Items from a dataset
[Start of section]
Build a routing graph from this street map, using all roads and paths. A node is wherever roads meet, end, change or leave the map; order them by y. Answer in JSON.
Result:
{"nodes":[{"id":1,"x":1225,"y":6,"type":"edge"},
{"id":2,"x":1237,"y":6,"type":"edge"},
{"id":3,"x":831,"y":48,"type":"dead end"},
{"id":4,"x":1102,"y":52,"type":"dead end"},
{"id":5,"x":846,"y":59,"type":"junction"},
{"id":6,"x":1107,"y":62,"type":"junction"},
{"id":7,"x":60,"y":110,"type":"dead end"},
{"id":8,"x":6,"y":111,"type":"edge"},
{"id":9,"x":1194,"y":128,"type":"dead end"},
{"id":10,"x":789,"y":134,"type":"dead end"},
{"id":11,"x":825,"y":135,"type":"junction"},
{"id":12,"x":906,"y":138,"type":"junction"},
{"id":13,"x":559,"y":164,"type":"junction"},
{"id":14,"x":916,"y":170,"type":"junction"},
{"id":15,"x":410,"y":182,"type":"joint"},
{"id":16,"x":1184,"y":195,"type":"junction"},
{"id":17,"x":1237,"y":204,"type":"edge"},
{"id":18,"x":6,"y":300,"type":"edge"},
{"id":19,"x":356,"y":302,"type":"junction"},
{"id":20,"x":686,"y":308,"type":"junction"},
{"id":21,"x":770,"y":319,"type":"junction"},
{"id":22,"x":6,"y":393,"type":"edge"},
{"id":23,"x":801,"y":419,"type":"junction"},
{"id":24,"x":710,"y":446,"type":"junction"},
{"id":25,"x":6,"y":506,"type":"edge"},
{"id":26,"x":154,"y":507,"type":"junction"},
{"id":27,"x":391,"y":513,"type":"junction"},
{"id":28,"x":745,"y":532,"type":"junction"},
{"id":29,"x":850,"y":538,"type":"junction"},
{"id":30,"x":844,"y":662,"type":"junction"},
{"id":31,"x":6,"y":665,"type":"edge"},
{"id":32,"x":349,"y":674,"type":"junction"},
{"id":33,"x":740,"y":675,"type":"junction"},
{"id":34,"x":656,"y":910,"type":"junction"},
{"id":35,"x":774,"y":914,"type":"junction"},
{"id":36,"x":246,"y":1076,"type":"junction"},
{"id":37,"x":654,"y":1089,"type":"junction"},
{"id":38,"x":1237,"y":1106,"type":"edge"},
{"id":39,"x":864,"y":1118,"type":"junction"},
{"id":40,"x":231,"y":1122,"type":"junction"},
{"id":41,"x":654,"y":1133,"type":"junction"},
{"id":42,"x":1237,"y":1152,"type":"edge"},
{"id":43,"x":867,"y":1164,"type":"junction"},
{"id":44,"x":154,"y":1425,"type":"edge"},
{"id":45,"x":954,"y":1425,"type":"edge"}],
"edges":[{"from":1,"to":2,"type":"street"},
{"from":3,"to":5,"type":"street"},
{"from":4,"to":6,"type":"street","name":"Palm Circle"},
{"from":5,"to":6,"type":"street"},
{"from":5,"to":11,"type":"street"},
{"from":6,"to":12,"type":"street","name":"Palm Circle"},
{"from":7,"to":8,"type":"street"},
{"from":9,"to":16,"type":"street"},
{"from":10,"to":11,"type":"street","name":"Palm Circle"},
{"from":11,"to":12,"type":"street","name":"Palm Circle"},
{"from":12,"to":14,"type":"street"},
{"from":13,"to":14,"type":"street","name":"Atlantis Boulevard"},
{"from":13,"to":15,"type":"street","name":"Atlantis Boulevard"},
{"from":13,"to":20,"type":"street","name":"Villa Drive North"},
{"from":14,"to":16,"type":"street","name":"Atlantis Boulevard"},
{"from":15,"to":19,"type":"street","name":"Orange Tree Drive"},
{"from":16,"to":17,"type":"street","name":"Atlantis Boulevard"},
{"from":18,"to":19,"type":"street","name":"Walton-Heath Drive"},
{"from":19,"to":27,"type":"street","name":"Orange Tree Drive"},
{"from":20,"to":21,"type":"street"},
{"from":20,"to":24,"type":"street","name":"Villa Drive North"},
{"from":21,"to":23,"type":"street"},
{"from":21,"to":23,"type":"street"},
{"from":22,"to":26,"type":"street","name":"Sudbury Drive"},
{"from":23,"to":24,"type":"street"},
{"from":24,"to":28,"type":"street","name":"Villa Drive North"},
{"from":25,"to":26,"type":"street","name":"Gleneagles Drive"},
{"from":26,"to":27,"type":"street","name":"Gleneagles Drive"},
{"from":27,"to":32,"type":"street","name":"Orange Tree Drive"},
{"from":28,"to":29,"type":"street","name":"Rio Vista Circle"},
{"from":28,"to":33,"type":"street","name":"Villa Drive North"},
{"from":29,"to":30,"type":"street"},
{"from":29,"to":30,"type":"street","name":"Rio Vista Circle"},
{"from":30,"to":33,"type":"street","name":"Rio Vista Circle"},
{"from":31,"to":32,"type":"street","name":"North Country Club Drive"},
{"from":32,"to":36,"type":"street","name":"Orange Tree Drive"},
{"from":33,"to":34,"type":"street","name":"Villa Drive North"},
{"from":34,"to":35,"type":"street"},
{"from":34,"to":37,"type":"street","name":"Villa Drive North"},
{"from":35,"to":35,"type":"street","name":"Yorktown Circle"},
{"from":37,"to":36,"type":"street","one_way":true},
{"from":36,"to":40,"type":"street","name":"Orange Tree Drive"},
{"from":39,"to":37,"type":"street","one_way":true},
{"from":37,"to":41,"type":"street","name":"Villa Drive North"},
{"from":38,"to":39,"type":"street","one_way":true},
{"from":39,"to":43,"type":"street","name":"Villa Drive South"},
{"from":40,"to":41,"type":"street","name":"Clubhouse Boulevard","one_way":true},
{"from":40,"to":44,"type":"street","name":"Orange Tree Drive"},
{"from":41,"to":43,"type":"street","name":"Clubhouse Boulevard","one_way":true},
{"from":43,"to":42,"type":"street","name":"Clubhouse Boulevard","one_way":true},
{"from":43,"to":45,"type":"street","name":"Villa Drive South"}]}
[End of section]
* Brief: Count the lines above that contain the word "Atlantis", and reply with only that number.

* Solution for this problem: 4